There’s also the elderly population to consider. The Pew Research Center found that the number of seniors using the Internet has grown in recent years. That said, TechCrunch reports that roughly 50% of older adults need someone to help them set up and use new digital technologies. In addition, 40% seniors are digitally illiterate in the city of San Francisco — right beside Silicon Valley, of all places. 

Even if your website isn’t subjected to lawsuits, consider what losing 20% or more of your visitors due to a non-inclusive design will do to a brand’s long-term viability. That’s a huge segment of the audience that’ll be gone simply because the website isn’t welcoming or usable. 

The Upside of Inclusivity

When you design a website to be inclusive, you design it so that everyone who wants to can engage with it fully and not feel excluded. Everyone wins when the Internet becomes an inclusive place: 

Inclusive web design leads to better product design. 

From websites to mobile apps and everything in between, inclusive design forces designers to go back to the basics of good, usable and empathetic design.  

Brands reach a larger audience. 

A brand that prioritizes a universally positive experience for everyone and not just the ideal user will attract a more loyal base of users who value inclusivity and equity as well. 

Users feel better interacting with inclusive websites. 

People spend so much time in front of screens that issues like carpal tunnel syndrome, computer vision syndrome and internet addiction disorder are all too common these days. Inclusive, ethical design can help users feel better in both their minds and bodies.

Inclusive web design helps websites rank better in search results. 

Google updated its search algorithm a couple years ago, naming four factors essential to creating the best on-page experience: Performance (speed) Accessibility, Best Practices (design and code) and SEO (e.g. alt text). Inclusive design contributes to each of these.

How To Create Inclusive Web Design Personas

Oftentimes, designers will come up with fictional personas at the beginning of website projects. This helps them visualize and relate to the end user they’re building the website for. It also helps them understand how that particular user would engage with the website. 
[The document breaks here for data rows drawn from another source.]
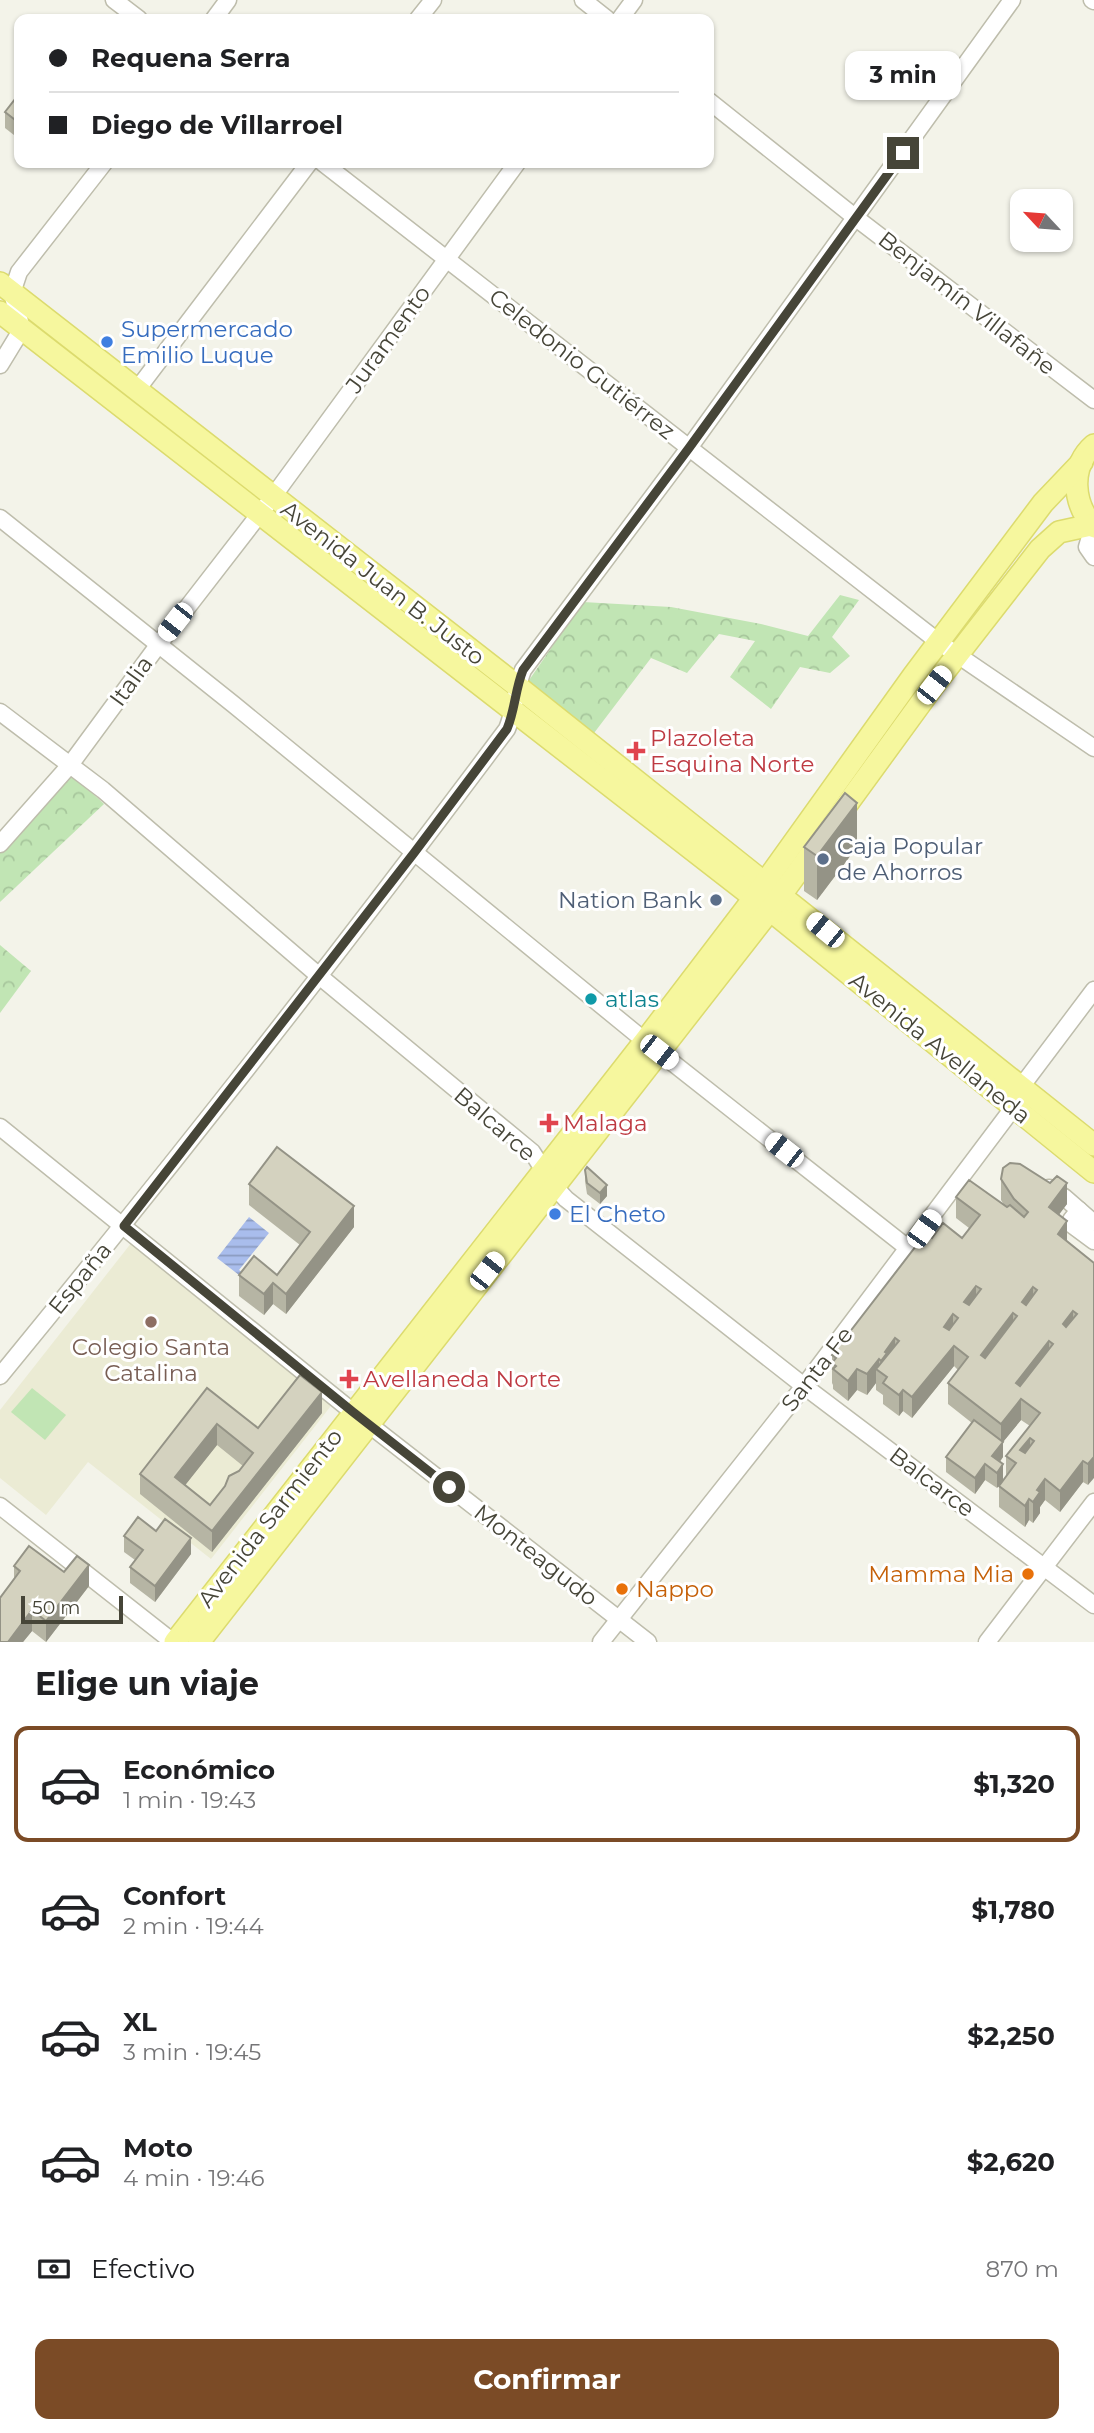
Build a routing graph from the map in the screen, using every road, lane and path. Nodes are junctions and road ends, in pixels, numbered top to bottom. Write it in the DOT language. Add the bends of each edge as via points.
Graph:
graph roads {
  1 [pos="114,0"];
  2 [pos="433,0"];
  3 [pos="583,0"];
  4 [pos="1012,0"];
  5 [pos="132,14"];
  6 [pos="422,14"];
  7 [pos="601,14"];
  8 [pos="714,105"];
  9 [pos="100,168"];
  10 [pos="305,168"];
  11 [pos="329,168"];
  12 [pos="513,168"];
  13 [pos="856,218"];
  14 [pos="447,259"];
  15 [pos="6,288"];
  16 [pos="0,312"];
  17 [pos="22,328"];
  18 [pos="0,365"];
  19 [pos="136,391"];
  20 [pos="1094,400"];
  21 [pos="689,448"];
  22 [pos="1090,449"];
  23 [pos="272,498"];
  24 [pos="259,515"];
  25 [pos="0,518"];
  26 [pos="1093,526"];
  27 [pos="1094,557"];
  28 [pos="940,643"];
  29 [pos="159,644"];
  30 [pos="957,656"];
  31 [pos="517,686"];
  32 [pos="0,712"];
  33 [pos="514,712"];
  34 [pos="1094,748"];
  35 [pos="70,765"];
  36 [pos="0,844"];
  37 [pos="414,853"];
  38 [pos="767,897"];
  39 [pos="318,975"];
  40 [pos="1094,990"];
  41 [pos="652,1047"];
  42 [pos="1021,1087"];
  43 [pos="1013,1108"];
  44 [pos="0,1126"];
  45 [pos="1094,1145"];
  46 [pos="1094,1171"];
  47 [pos="549,1177"];
  48 [pos="1033,1179"];
  49 [pos="1079,1210"];
  50 [pos="1094,1223"];
  51 [pos="124,1226"];
  52 [pos="1094,1241"];
  53 [pos="909,1249"];
  54 [pos="0,1377"];
  55 [pos="804,1386"];
  56 [pos="360,1418"];
  57 [pos="1094,1502"];
  58 [pos="0,1506"];
  59 [pos="1044,1567"];
  60 [pos="1094,1605"];
  61 [pos="618,1619"];
  62 [pos="174,1642"];
  63 [pos="198,1642"];
  64 [pos="601,1642"];
  65 [pos="648,1642"];
  66 [pos="987,1642"];
  1 -- 5 [label="street"];
  2 -- 6 [label="street"];
  3 -- 7 [label="street"];
  4 -- 13 [label="street"];
  8 -- 13 [label="street, Benjamín Villafañe"];
  9 -- 15 [label="street"];
  10 -- 19 [label="street"];
  11 -- 14 [label="street, Celedonio Gutiérrez"];
  12 -- 14 [label="street, Juramento"];
  13 -- 20 [label="street, Benjamín Villafañe"];
  13 -- 21 [label="street"];
  14 -- 21 [label="street, Celedonio Gutiérrez"];
  14 -- 23 [label="street, Juramento"];
  15 -- 17 [label="street"];
  15 -- 19 [label="main road, Avenida Juan B. Justo"];
  16 -- 17 [label="main road, Avenida Juan B. Justo"];
  17 -- 18 [label="street"];
  17 -- 24 [label="main road, Avenida Juan B. Justo"];
  19 -- 23 [label="main road, Avenida Juan B. Justo"];
  21 -- 28 [label="street, Celedonio Gutiérrez"];
  21 -- 31 [label="street" via="523,670"];
  22 -- 26 [label="main road" via="1077,478 1077,495"];
  22 -- 28 [label="main road" via="1043,503"];
  23 -- 24 [label="street, Juramento"];
  23 -- 31 [label="main road, Avenida Juan B. Justo"];
  24 -- 29 [label="street, Italia"];
  24 -- 33 [label="main road, Avenida Juan B. Justo"];
  25 -- 29 [label="street"];
  26 -- 27 [label="street" via="1087,547"];
  26 -- 30 [label="main road" via="1067,529 1046,541"];
  28 -- 30 [label="street, Celedonio Gutiérrez"];
  28 -- 38 [label="main road" via="913,676"];
  29 -- 35 [label="street, Italia"];
  29 -- 37 [label="street"];
  30 -- 34 [label="street, Celedonio Gutiérrez"];
  30 -- 38 [label="main road"];
  31 -- 33 [label="street"];
  31 -- 38 [label="main road, Avenida Juan B. Justo"];
  32 -- 35 [label="street, Balcarce"];
  33 -- 37 [label="street, España" via="507,729"];
  33 -- 38 [label="main road, Avenida Juan B. Justo"];
  35 -- 36 [label="street, Italia"];
  35 -- 39 [label="street, Balcarce"];
  37 -- 39 [label="street, España"];
  37 -- 41 [label="street"];
  38 -- 41 [label="main road, Avenida Sarmiento"];
  38 -- 42 [label="main road, Avenida Avellaneda"];
  38 -- 43 [label="main road, Avenida Avellaneda"];
  39 -- 47 [label="street, Balcarce" via="532,1152"];
  39 -- 51 [label="street, España"];
  40 -- 42 [label="street, Santa Fe"];
  41 -- 47 [label="main road, Avenida Sarmiento"];
  41 -- 53 [label="street"];
  42 -- 43 [label="street, Santa Fe"];
  42 -- 45 [label="main road, Avenida Avellaneda"];
  43 -- 46 [label="main road, Avenida Avellaneda"];
  43 -- 53 [label="street, Santa Fe"];
  44 -- 51 [label="street, Monteagudo"];
  47 -- 55 [label="street, Balcarce" via="566,1199"];
  47 -- 56 [label="main road, Avenida Sarmiento"];
  48 -- 49 [label="street"];
  49 -- 50 [label="street"];
  49 -- 52 [label="street" via="1071,1224"];
  51 -- 54 [label="street, España"];
  51 -- 56 [label="street, Monteagudo"];
  53 -- 55 [label="street, Santa Fe"];
  55 -- 59 [label="street, Balcarce"];
  55 -- 61 [label="street, Santa Fe"];
  56 -- 61 [label="street, Monteagudo"];
  56 -- 62 [label="main road, Avenida Sarmiento"];
  56 -- 63 [label="main road, Avenida Sarmiento"];
  57 -- 59 [label="street"];
  58 -- 62 [label="street"];
  59 -- 60 [label="street, Balcarce"];
  59 -- 66 [label="street"];
  61 -- 64 [label="street, Santa Fe"];
  61 -- 65 [label="street, Monteagudo"];
}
When you include inclusivity in your web design process, your user persona descriptions will need to adjust somewhat. Typical user personas break down the following: 

  • Name
  • Demographics (e.g. age, gender, occupation, etc.)
  • Personality
  • Voice
  • Goals
  • Motivations
  • Frustrations
  • Fears

Inclusive user personas will also need to include: 

Ability: This is the accessibility component of inclusivity. You’ll have to anticipate how some of your users may be restricted in terms of how they use and engage with the website — physically and cognitively. 

Aptitude: If you look at the data on how many users are online, you’ll realize that some of your users might not be digitally literate. Deviating from basic structures and layouts and not providing enough context (like labels in contact forms) could prove detrimental to these users’ experiences. 

Attitude: This refers to users who may perceive websites as unsafe environments. Whether they’re overly concerned about their privacy or nervous about encountering malware, these types of fears should be addressed with recognizable and trustworthy security and privacy features.

Access: Users don’t have to be internet-poor in order to have limited access to the web. For instance, just over half of the world’s population has Internet access in the home, according to UNESCO. That doesn’t mean that they can’t get online, it just means they have to find other ways to get it — like going to a library or internet cafe. So, connectivity, hardware, software, and even location can all impact access. 

Localization: It’s never safe to assume that every user lives in the same country, comes from the same culture and speaks the same language as you. As such, these differences have to be addressed when creating inclusive user personas.